### Stored items
================================

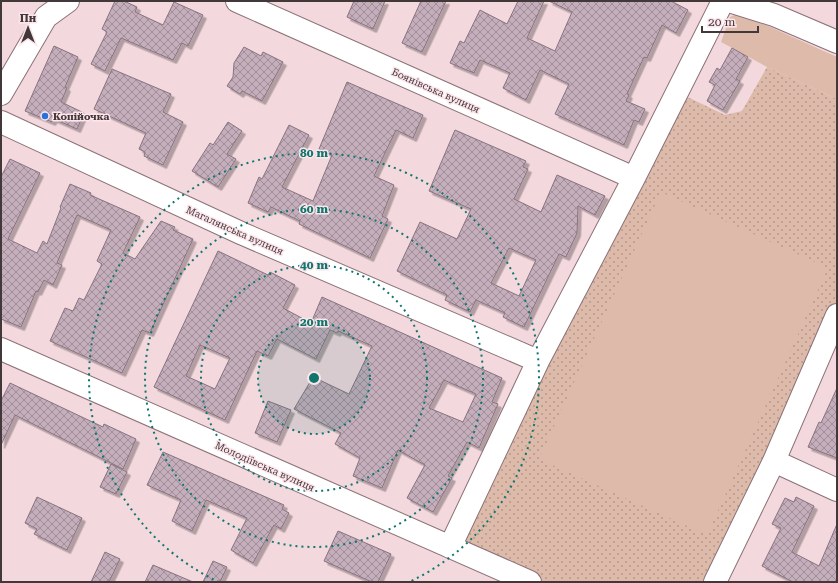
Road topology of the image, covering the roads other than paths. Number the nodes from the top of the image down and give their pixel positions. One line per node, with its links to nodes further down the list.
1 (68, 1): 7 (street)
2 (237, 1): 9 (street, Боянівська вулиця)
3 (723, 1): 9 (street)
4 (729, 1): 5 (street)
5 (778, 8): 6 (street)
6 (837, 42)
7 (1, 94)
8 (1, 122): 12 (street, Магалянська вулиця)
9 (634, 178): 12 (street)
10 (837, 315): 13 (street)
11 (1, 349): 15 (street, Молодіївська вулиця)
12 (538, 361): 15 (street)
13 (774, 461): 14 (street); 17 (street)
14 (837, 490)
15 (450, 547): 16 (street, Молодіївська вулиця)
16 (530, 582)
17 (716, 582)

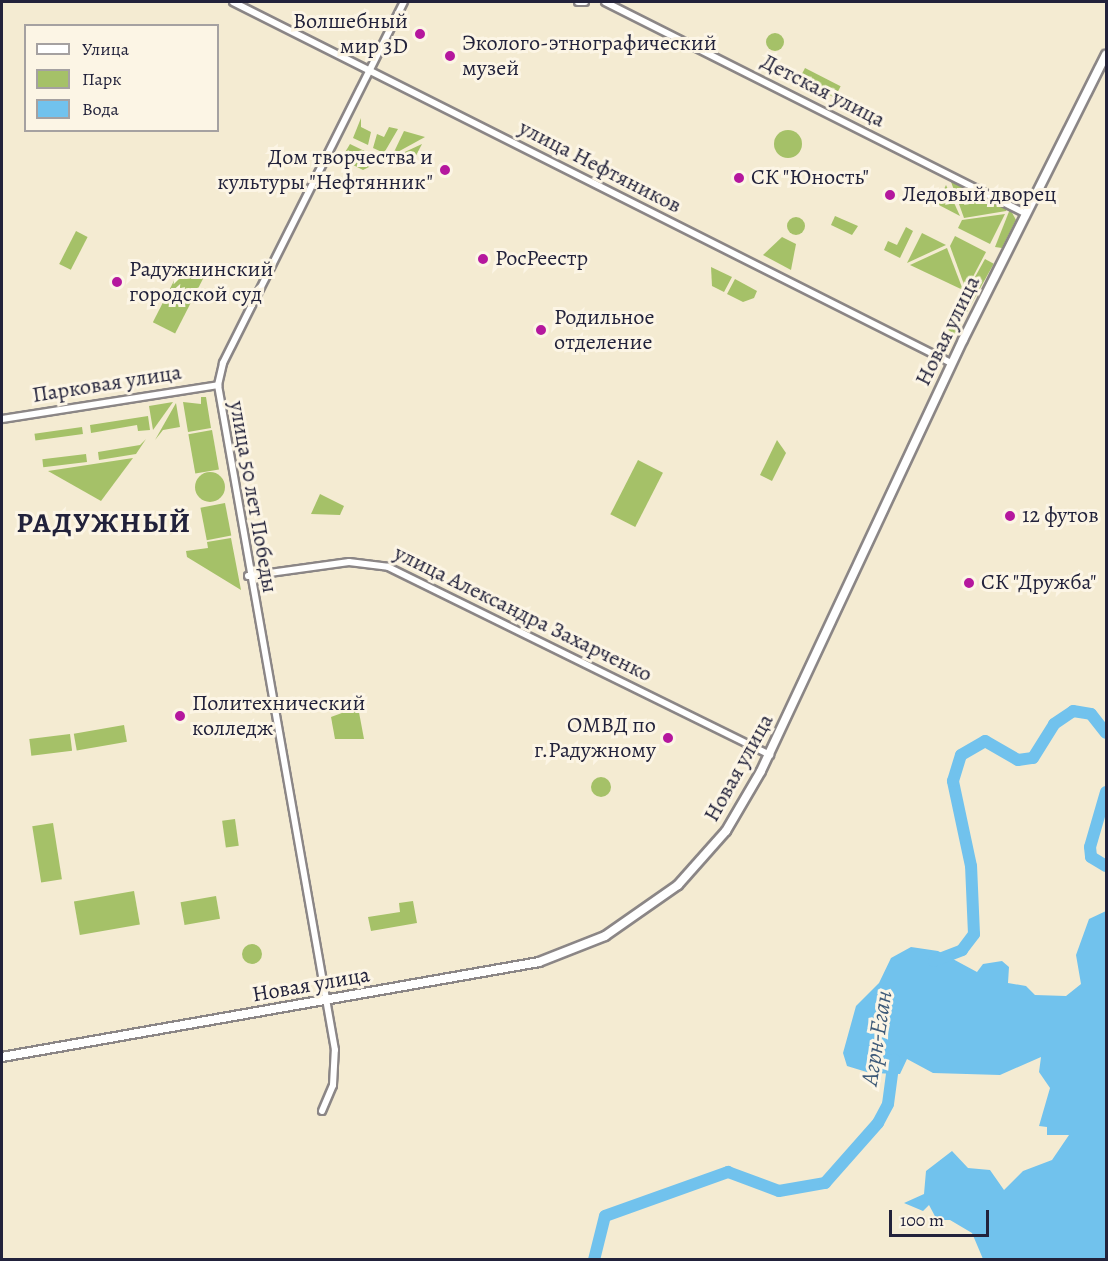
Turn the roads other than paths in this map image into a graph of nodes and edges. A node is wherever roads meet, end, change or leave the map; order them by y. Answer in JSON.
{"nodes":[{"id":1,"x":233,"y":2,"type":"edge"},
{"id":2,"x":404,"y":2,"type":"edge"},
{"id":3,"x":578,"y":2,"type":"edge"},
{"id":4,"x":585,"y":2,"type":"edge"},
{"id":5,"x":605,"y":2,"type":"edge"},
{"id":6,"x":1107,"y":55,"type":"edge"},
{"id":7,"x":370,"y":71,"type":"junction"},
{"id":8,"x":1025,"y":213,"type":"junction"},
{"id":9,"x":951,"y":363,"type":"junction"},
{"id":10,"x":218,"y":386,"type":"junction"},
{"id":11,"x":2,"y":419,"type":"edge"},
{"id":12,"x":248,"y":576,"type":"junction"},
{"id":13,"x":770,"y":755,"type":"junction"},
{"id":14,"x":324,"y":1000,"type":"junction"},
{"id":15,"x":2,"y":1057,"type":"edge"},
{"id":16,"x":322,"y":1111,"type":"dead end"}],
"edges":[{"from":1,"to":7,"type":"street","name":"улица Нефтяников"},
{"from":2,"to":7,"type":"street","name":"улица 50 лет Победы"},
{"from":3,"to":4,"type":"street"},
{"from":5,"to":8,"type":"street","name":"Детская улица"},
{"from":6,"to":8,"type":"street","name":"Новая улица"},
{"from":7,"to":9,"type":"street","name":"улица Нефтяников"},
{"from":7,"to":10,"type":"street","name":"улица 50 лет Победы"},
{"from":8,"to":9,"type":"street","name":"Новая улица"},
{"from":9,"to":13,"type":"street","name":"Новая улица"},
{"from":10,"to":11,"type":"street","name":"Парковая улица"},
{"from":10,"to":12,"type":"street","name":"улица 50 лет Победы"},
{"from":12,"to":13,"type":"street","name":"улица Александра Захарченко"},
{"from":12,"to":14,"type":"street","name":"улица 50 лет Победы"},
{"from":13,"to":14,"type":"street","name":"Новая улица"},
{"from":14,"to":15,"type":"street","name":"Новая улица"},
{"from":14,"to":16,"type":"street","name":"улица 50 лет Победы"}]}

================================

### Exercise requirements
With the images excluded, all entries are to be given again exactly.

### Problem solution
Road topology of the image, covering the roads other than paths. Number the nodes from the top of the image down and give their pixel positions. One line per node, with its links to nodes further down the list.
1 (68, 1): 7 (street)
2 (237, 1): 9 (street, Боянівська вулиця)
3 (723, 1): 9 (street)
4 (729, 1): 5 (street)
5 (778, 8): 6 (street)
6 (837, 42)
7 (1, 94)
8 (1, 122): 12 (street, Магалянська вулиця)
9 (634, 178): 12 (street)
10 (837, 315): 13 (street)
11 (1, 349): 15 (street, Молодіївська вулиця)
12 (538, 361): 15 (street)
13 (774, 461): 14 (street); 17 (street)
14 (837, 490)
15 (450, 547): 16 (street, Молодіївська вулиця)
16 (530, 582)
17 (716, 582)

Turn the roads other than paths in this map image into a graph of nodes and edges. A node is wherever roads meet, end, change or leave the map; order them by y. Answer in JSON.
{"nodes":[{"id":1,"x":233,"y":2,"type":"edge"},
{"id":2,"x":404,"y":2,"type":"edge"},
{"id":3,"x":578,"y":2,"type":"edge"},
{"id":4,"x":585,"y":2,"type":"edge"},
{"id":5,"x":605,"y":2,"type":"edge"},
{"id":6,"x":1107,"y":55,"type":"edge"},
{"id":7,"x":370,"y":71,"type":"junction"},
{"id":8,"x":1025,"y":213,"type":"junction"},
{"id":9,"x":951,"y":363,"type":"junction"},
{"id":10,"x":218,"y":386,"type":"junction"},
{"id":11,"x":2,"y":419,"type":"edge"},
{"id":12,"x":248,"y":576,"type":"junction"},
{"id":13,"x":770,"y":755,"type":"junction"},
{"id":14,"x":324,"y":1000,"type":"junction"},
{"id":15,"x":2,"y":1057,"type":"edge"},
{"id":16,"x":322,"y":1111,"type":"dead end"}],
"edges":[{"from":1,"to":7,"type":"street","name":"улица Нефтяников"},
{"from":2,"to":7,"type":"street","name":"улица 50 лет Победы"},
{"from":3,"to":4,"type":"street"},
{"from":5,"to":8,"type":"street","name":"Детская улица"},
{"from":6,"to":8,"type":"street","name":"Новая улица"},
{"from":7,"to":9,"type":"street","name":"улица Нефтяников"},
{"from":7,"to":10,"type":"street","name":"улица 50 лет Победы"},
{"from":8,"to":9,"type":"street","name":"Новая улица"},
{"from":9,"to":13,"type":"street","name":"Новая улица"},
{"from":10,"to":11,"type":"street","name":"Парковая улица"},
{"from":10,"to":12,"type":"street","name":"улица 50 лет Победы"},
{"from":12,"to":13,"type":"street","name":"улица Александра Захарченко"},
{"from":12,"to":14,"type":"street","name":"улица 50 лет Победы"},
{"from":13,"to":14,"type":"street","name":"Новая улица"},
{"from":14,"to":15,"type":"street","name":"Новая улица"},
{"from":14,"to":16,"type":"street","name":"улица 50 лет Победы"}]}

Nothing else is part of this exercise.